In the second, he determined with care the thermal equivalent of the energy due to a variety of chemical combinations, such as that of oxygen with hydrogen, copper and zinc, and that of chlorine with phosphorus, tin and iron. The results of Favre and Silbermanu were published subsequently to those of Andrews, and show, in a striking manner, the accuracy of his determinations.
Dr. Andrews likewise took up the study of ozone some time after the discovery of that body by Schön-bein in 1840, and he had the merit of proving, by an admirable series of experimental tests (Phil. Trans., 1856), that, whether generated by the electrical machine, or evolved at the anode in the electrolysis of water, or by the oxidation of phosphorus in moist air, it is always the same simple body, viz., a condensed and highly active form of oxygen.

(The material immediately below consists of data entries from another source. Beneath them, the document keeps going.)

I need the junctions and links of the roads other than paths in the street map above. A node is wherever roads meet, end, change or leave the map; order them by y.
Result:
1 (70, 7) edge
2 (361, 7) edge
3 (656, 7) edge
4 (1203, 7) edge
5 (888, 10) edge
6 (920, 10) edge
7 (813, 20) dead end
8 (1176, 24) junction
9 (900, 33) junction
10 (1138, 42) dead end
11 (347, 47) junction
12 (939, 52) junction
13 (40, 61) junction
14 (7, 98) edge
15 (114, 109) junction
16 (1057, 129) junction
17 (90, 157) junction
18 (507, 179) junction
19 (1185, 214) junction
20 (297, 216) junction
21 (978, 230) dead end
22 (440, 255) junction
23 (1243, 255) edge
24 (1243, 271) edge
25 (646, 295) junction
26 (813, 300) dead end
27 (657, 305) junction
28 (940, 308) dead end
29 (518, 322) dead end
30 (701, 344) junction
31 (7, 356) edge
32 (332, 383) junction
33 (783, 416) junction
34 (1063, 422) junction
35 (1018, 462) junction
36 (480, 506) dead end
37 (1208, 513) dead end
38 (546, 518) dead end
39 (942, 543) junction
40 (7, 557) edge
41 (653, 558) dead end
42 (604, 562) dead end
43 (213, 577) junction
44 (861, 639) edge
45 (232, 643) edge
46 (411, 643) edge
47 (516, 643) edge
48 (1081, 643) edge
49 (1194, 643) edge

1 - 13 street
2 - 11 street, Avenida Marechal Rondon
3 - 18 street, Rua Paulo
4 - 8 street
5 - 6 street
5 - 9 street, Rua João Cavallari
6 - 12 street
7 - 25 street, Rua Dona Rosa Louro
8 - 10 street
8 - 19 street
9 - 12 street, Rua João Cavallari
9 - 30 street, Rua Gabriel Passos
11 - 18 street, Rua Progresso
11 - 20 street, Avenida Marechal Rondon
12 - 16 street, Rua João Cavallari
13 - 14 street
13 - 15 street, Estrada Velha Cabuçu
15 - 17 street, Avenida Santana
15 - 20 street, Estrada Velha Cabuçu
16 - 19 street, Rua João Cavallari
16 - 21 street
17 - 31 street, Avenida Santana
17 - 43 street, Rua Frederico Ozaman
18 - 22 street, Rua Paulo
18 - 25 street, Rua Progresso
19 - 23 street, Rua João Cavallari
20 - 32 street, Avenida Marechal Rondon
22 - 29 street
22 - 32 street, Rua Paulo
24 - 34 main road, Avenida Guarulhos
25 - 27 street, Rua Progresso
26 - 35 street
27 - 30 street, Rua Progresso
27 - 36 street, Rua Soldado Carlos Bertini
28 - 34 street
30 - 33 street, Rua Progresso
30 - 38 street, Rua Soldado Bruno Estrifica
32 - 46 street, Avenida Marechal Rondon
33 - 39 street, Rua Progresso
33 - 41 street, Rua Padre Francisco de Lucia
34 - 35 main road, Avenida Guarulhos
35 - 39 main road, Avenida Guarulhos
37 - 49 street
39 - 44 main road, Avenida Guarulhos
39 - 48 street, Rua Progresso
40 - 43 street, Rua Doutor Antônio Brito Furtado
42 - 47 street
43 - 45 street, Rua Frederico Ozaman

Dr. Andrews allowed himself a few excursions into the regions of history and politics; but he was happier in his laboratory note-books than he proved to be in his politico-literary publications.
In 1869 he gave the Bakerian lecture before the Royal Society, selecting for his subject “The Continuity of the Liquid and Gaseous States of Matter.” He was again chosen Bakerian lecturer in 1876, on which occasion he pointed out the further development of his favourite subject of investigation. It is not too much to say that the work of Dr. Andrews naturally and immediately led up to the complete solution of the great physical problem of the liquefaction of the so-called “permanent” gases. By his discovery of “ critical ” temperature, he showed why Faraday’s repeated attempts ended in failure, and prepared the way for the brilliant achievements of Cailletet and Pictet.
Dr. Andrews was a friend of many foreign savants, among whom were Dumas and Liebig. He was also a regular reader of French and German scientific periodicals. During his residence in France and Germany he applied himself to acquire a thorough knowledge of the languages of those countries, which knowledge he rightly deemed to be now-a-days essential to every English man of science.
Dr. Andrews was elected an F.R.S. in 1849, and was an Honorary Fellow of the Royal Society of Edinburgh, as well as a corresponding member of the Royal Society of Gottingen. He was President of the Glasgow meeting (1876) of the British Association ; and, in the discharge of his duties, gave an eloquent review of the science of the period.
In 1845, he was appointed first Vice-President of Queen’s College, Belfast, which position he soon exchanged for the higher one of President. He held this office until 1879, when he resigned in order to spend his remaining years in quiet and seclusion. It is not improbable that he shortened his life by his idiosyncracy of taking but two meals a day—an early breakfast and a late dinner—and allowing himself no refreshments of any kind between meals. One would hardly have expected such an abstemious peculiarity from a man of his scientific attainments.
Dr. Andrews died on November 26, leaving behind him the reputation of an eminent physicist and a genial, warm-hearted friend."